I have built memory usage monitoring into my Node.js and Python steps, trying to identify a reasonable max amount of memory to set. I’m basically checking the memory usage a few times during the step, hanging onto the highest values for external, heap used, and rss, and then recording those to my telemetry table. I can’t do this with the Snowflake Execute SQL Query actions, of course. Pi told me that if I set the workflow memory to 25-30% more than that it should be sufficient. Is that a reasonable method? In my last test, the highest total I got was 1534MB, so would 2048 be reasonable (that’s actually just over 33% buffer)?

You’re way ahead of most people already.

All I’ve heard here is “if your workflow runs out of memory, increase it”.

You could always add an extra step after the final one just to output the final numbers (that would show you roughly how much memory the “Snowflake Execute SQL Query” step is using).

It doesn’t seem to go up throughout the course of the workflow, unless I’ve done something wrong. I have two steps in js, one is getting the data from the external system, the next is converting the data to CSV(s) and writing to /tmp, and then a Python step to upload the file to Snowflake using the Snowflake python connector and the PUT command.

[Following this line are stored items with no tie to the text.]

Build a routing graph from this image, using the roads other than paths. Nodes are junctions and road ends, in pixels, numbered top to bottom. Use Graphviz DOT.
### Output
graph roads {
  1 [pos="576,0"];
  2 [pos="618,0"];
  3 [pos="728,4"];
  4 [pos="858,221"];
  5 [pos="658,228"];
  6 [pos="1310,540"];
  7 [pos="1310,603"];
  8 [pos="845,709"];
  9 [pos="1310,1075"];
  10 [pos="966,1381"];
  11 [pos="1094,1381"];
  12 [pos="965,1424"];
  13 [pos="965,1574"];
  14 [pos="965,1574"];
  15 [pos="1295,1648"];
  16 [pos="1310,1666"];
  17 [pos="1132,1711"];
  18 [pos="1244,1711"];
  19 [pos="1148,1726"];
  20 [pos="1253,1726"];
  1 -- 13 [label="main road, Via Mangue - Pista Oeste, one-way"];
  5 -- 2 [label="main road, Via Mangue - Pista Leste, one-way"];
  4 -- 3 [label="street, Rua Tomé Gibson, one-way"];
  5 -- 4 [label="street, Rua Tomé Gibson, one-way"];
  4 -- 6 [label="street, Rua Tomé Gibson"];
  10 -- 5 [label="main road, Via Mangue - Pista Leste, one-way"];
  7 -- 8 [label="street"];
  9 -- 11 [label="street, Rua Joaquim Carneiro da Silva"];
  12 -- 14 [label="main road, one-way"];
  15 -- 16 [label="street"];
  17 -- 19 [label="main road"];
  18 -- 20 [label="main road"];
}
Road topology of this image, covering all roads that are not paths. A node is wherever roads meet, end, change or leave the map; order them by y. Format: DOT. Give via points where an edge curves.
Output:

The total usage of those steps were 1296, 1727, and 572. I suppose I could put another step just to look at memory at the very end, and log it to the console, but it seems as if that’s going to be pretty low.

Hmmm, interesting.

I don’t actually know how memory management works since there is no data available out of the box.

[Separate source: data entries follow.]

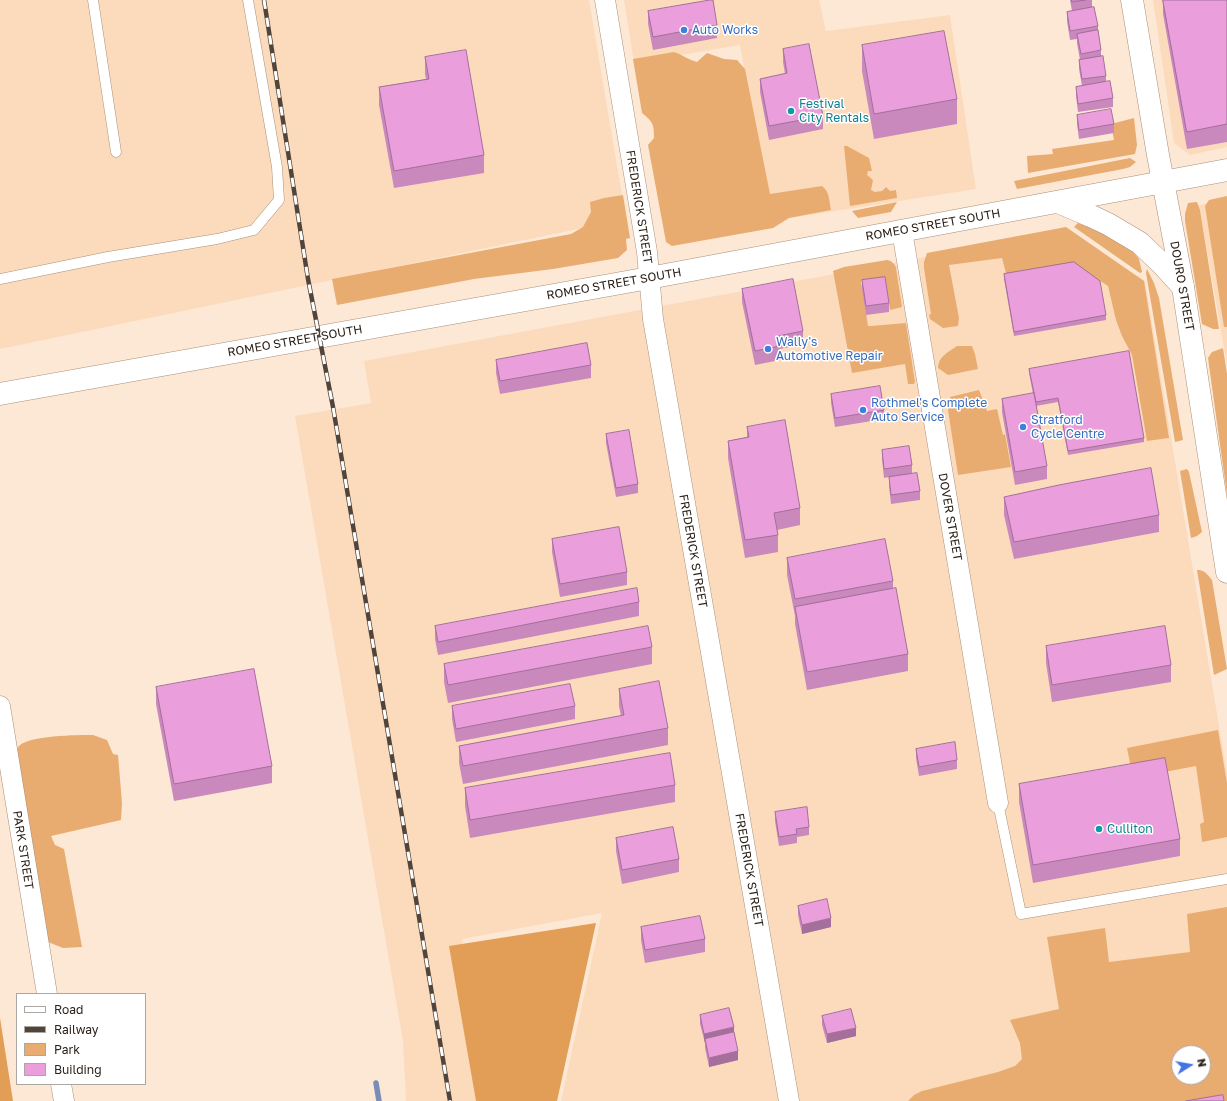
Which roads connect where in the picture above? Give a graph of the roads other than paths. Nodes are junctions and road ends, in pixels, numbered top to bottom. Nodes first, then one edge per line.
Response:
1 (93, 0) edge
2 (248, 0) edge
3 (605, 0) edge
4 (1132, 0) edge
5 (116, 152) dead end
6 (1227, 170) edge
7 (1164, 182) junction
8 (1058, 202) junction
9 (902, 231) junction
10 (649, 278) junction
11 (0, 279) edge
12 (1183, 287) junction
13 (0, 394) edge
14 (1227, 572) edge
15 (0, 706) edge
16 (998, 803) joint
17 (1227, 879) edge
18 (47, 993) edge
19 (61, 1085) edge
20 (64, 1101) edge
21 (789, 1101) edge

1 - 5 lane
2 - 11 lane
3 - 10 street, FREDERICK STREET
4 - 7 main road, DOURO STREET
6 - 7 main road, ROMEO STREET SOUTH
7 - 8 main road, ROMEO STREET SOUTH
7 - 12 main road, DOURO STREET
8 - 9 main road, ROMEO STREET SOUTH
8 - 12 main road
9 - 10 main road, ROMEO STREET SOUTH
9 - 16 street, DOVER STREET
10 - 13 main road, ROMEO STREET SOUTH
10 - 21 street, FREDERICK STREET
12 - 14 main road, DOURO STREET
15 - 18 street, PARK STREET
16 - 17 lane
19 - 20 street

I always assumed it goes up throughout the workflow, but it’s interesting that it can also go down… :thinking_face:

In general, more steps = more memory usage… so I’m curious as to how that relates with your findings. :face_with_monocle:

If memory can go down during the workflow, then adding more steps should not matter…

Unless there are two levels of memory: each step has its own, but the workflow as a container of steps also has an overall memory for the entire thing.

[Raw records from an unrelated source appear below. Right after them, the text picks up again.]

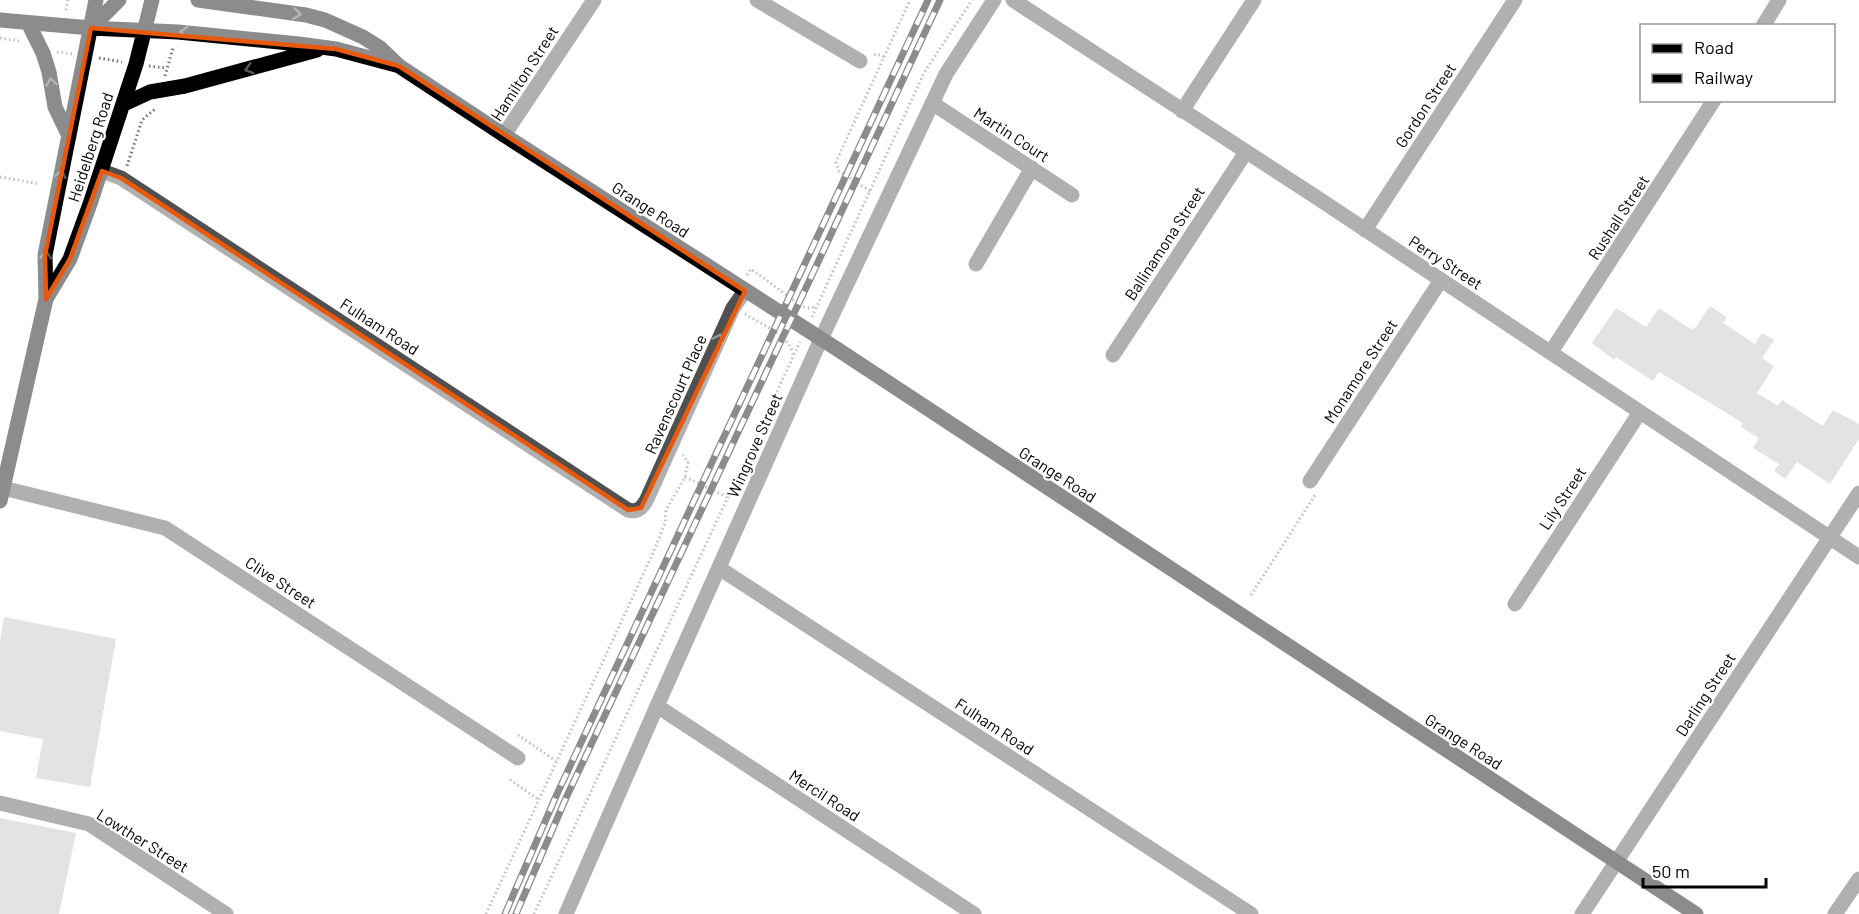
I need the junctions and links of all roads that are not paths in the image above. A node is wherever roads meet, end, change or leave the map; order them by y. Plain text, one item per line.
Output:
1 (96, 0) edge
2 (119, 0) edge
3 (152, 0) edge
4 (198, 0) edge
5 (594, 0) edge
6 (757, 0) edge
7 (993, 0) edge
8 (1013, 0) edge
9 (1254, 0) edge
10 (1515, 0) edge
11 (1779, 0) edge
12 (0, 20) edge
13 (28, 23) junction
14 (1764, 24) edge
15 (91, 28) junction
16 (145, 31) junction
17 (325, 47) junction
18 (860, 61) road end
19 (399, 66) junction
20 (1713, 102) edge
21 (932, 103) junction
22 (124, 104) junction
23 (1182, 111) junction
24 (504, 135) junction
25 (69, 136) junction
26 (1246, 152) junction
27 (1032, 168) junction
28 (102, 171) junction
29 (1072, 195) dead end
30 (1365, 230) junction
31 (976, 264) dead end
32 (1441, 280) junction
33 (746, 292) junction
34 (46, 299) junction
35 (821, 339) junction
36 (1551, 352) junction
37 (1113, 355) dead end
38 (1640, 412) junction
39 (1314, 486) road end
40 (1859, 493) edge
41 (1, 494) edge
42 (637, 510) joint
43 (1830, 538) junction
44 (1859, 556) edge
45 (719, 568) junction
46 (1515, 603) dead end
47 (657, 706) junction
48 (518, 758) dead end
49 (0, 803) edge
50 (1616, 861) junction
51 (1859, 879) edge
52 (226, 914) edge
53 (567, 914) edge
54 (974, 914) edge
55 (1251, 914) edge
56 (1582, 914) edge
57 (1696, 914) edge
58 (1835, 914) edge

1 - 15 main road, Heidelberg Road
2 - 15 main road
3 - 16 main road, Heidelberg Road
4 -> 19 main road, Grange Road
5 - 24 street, Hamilton Street
6 - 18 street
7 - 21 street, Wingrove Street
8 - 23 street, Perry Street
9 - 23 street
10 - 30 street, Gordon Street
11 - 14 street
12 - 13 main road, Grange Road
13 - 15 main road, Grange Road
25 -> 13 main road
15 - 16 main road, Grange Road
15 - 25 main road, Heidelberg Road
17 -> 16 main road, Grange Road
16 - 22 main road, Heidelberg Road
17 - 19 main road, Grange Road
17 -> 22 main road
19 - 24 main road, Grange Road
20 - 36 street, Rushall Street
21 - 27 street, Martin Court
21 - 35 street, Wingrove Street
22 - 28 main road, Heidelberg Road
23 - 26 street, Perry Street
24 - 33 main road, Grange Road
34 -> 25 main road, Heidelberg Road
26 - 30 street, Perry Street
26 - 37 street, Ballinamona Street
27 - 29 street, Martin Court
27 - 31 street
28 - 34 main road, Heidelberg Road
28 - 42 street, Fulham Road
30 - 32 street, Perry Street
32 - 36 street, Perry Street
32 - 39 street, Monamore Street
33 - 35 main road, Grange Road
42 -> 33 street, Ravenscourt Place
34 - 41 main road, Heidelberg Road
35 - 45 street, Wingrove Street
35 - 50 main road, Grange Road
36 - 38 street, Perry Street
38 - 43 street, Perry Street
38 - 46 street, Lily Street
40 - 43 street, Darling Street
41 - 48 street, Clive Street
43 - 44 street, Perry Street
43 - 50 street, Darling Street
45 - 47 street, Wingrove Street
45 - 55 street, Fulham Road
47 - 53 street, Wingrove Street
47 - 54 street, Mercil Road
49 - 52 street, Lowther Street
50 - 56 street, Darling Street
50 - 57 main road, Grange Road
51 - 58 street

And maybe even shared memory for multiple consecutive runs, just like Lambda (which is the underlying engine).

Would be nice to get more info from Pipedream, but they have never been very helpful/transparent in this area.

Yeah, I ran this as the final step. When I just tested it by itself, it came to 66MB. Interesting… when I ran it at the end of the full workflow, instead of locally testing it, 1673MB.

export default defineComponent({
async run({ steps, $ }) {
// Reference previous step data using the steps object and return data to use it in future steps
console.log(process.memoryUsage())
return steps.trigger.event
},
})

Yeah, I think the builder handles memory differently than deployed workflows.

It seems to flush/reset itself often, because we often lose files in /tmp while testing (but never for deployed workflows).

True.

I need to see how it does when it is running on its own.

It would certainly be helpful if we could still see all the telemetry as of the point that the memory ran out, so that we can see what step it’s on, at least…

Yeah, right now there’s so much guesswork involved. :disappointed: